---- Data for this exercise

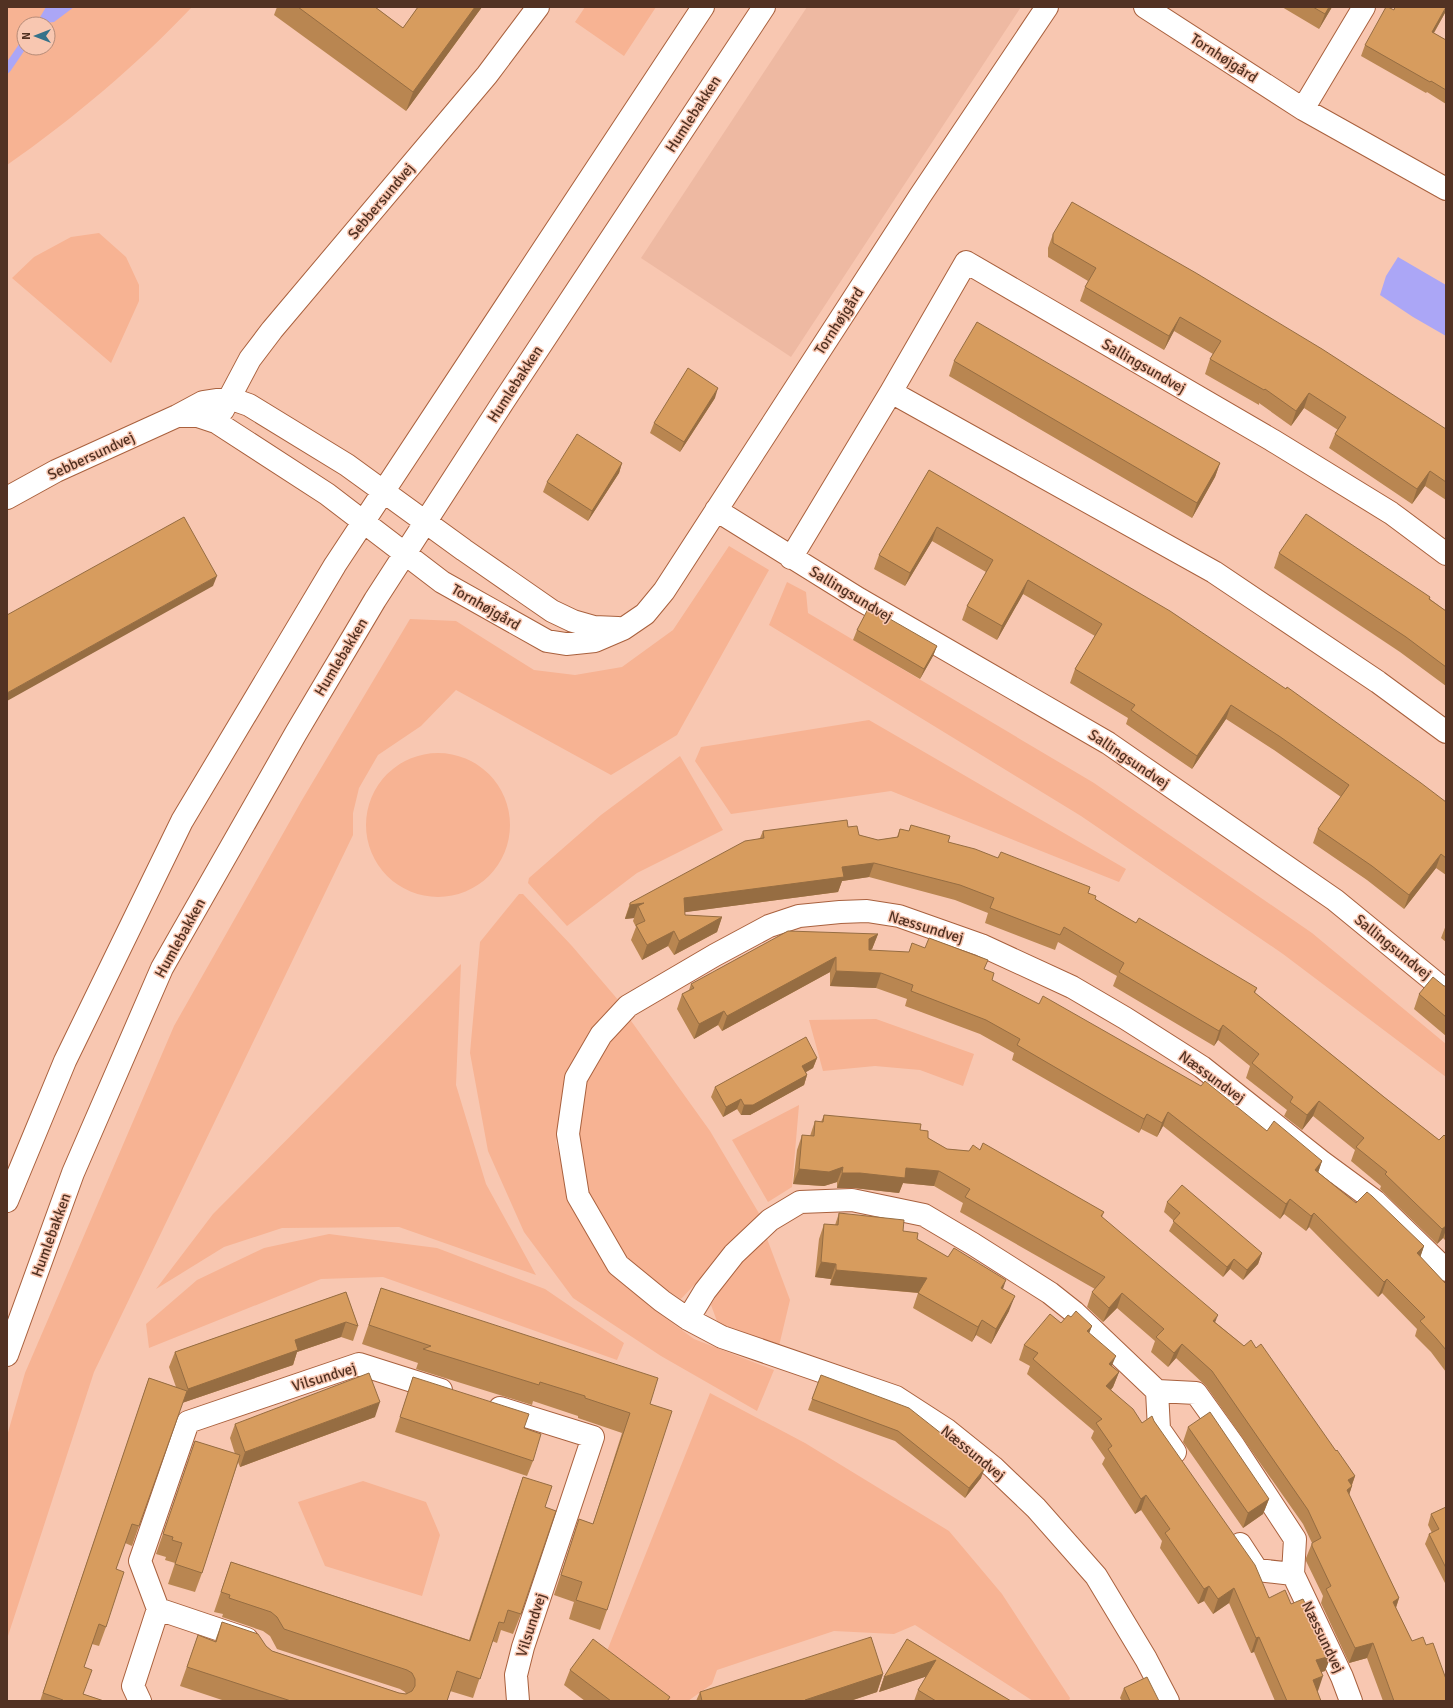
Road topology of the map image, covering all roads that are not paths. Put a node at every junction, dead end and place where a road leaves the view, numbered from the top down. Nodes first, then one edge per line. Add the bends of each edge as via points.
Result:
1 (538, 7) edge
2 (703, 7) edge
3 (764, 7) edge
4 (1048, 7) edge
5 (1145, 7) edge
6 (1364, 7) edge
7 (1303, 108) junction
8 (1446, 189) edge
9 (891, 392) junction
10 (229, 398) junction
11 (177, 416) junction
12 (216, 422) junction
13 (384, 492) junction
14 (7, 498) edge
15 (716, 510) junction
16 (364, 522) junction
17 (425, 522) junction
18 (405, 554) junction
19 (1446, 554) edge
20 (792, 558) junction
21 (623, 629) junction
22 (1446, 732) edge
23 (1446, 990) edge
24 (7, 1201) edge
25 (1446, 1270) edge
26 (688, 1319) junction
27 (7, 1355) edge
28 (1157, 1391) junction
29 (456, 1395) edge
30 (479, 1402) edge
31 (1186, 1467) edge
32 (1226, 1525) edge
33 (1293, 1574) junction
34 (158, 1609) junction
35 (263, 1648) edge
36 (140, 1701) edge
37 (518, 1701) edge
38 (1168, 1701) edge
39 (1351, 1701) edge

1 - 10 street, Sebbersundvej via 483,80 272,330 250,358
2 - 13 street
3 - 17 street, Humlebakken
4 - 15 street, Tornhøjgård via 920,196
5 - 7 street, Tornhøjgård
6 - 7 street
7 - 8 street, Tornhøjgård
9 - 19 street, Sallingsundvej via 966,262 1272,440 1391,513
9 - 20 street, Sallingsundvej
9 - 22 street via 1214,572 1378,682
10 - 11 street, Sebbersundvej via 203,402
10 - 12 street, Sebbersundvej
10 - 13 street, Sebbersundvej via 249,405 347,465
11 - 12 street, Sebbersundvej via 198,416
11 - 14 street, Sebbersundvej via 63,468
12 - 16 street, Sebbersundvej via 327,494
13 - 16 street
13 - 17 street
15 - 20 street, Sallingsundvej
15 - 21 street, Tornhøjgård via 664,591 645,614
16 - 18 street, Tornhøjgård
16 - 24 street via 294,632 182,821 65,1061
17 - 18 street, Humlebakken
17 - 21 street via 552,611 594,627
18 - 21 street, Tornhøjgård via 442,582 547,641 566,644 595,640
18 - 27 street, Humlebakken via 296,733 162,968 73,1173
20 - 23 street, Sallingsundvej via 858,599 1108,742 1335,900
25 - 26 street, Næssundvej via 1375,1201 1202,1067 1125,1018 1072,987 981,944 899,916 867,911 840,912 799,916 769,926 628,1006 601,1035 576,1078 568,1134 578,1196 618,1265
26 - 28 street via 705,1291 734,1254 770,1220 800,1202 852,1200 924,1215 973,1244 1074,1312
26 - 38 street, Næssundvej via 722,1337 896,1397 947,1430 993,1466 1096,1576 1146,1658
28 - 31 street via 1159,1429
28 - 33 street, Næssundvej via 1196,1393 1234,1446 1294,1539
29 - 34 street, Vilsundvej via 359,1364 188,1422 140,1561
30 - 37 street, Vilsundvej via 593,1437 523,1647 516,1675
32 - 33 street via 1258,1570
33 - 39 street, Næssundvej
34 - 35 street via 259,1643
34 - 36 street via 133,1686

--------

- What the task requires: All lines in the listing above with the string "Sebbersundvej" should be returned.

- Solution to this exercise:
1 - 10 street, Sebbersundvej via 483,80 272,330 250,358
10 - 11 street, Sebbersundvej via 203,402
10 - 12 street, Sebbersundvej
10 - 13 street, Sebbersundvej via 249,405 347,465
11 - 12 street, Sebbersundvej via 198,416
11 - 14 street, Sebbersundvej via 63,468
12 - 16 street, Sebbersundvej via 327,494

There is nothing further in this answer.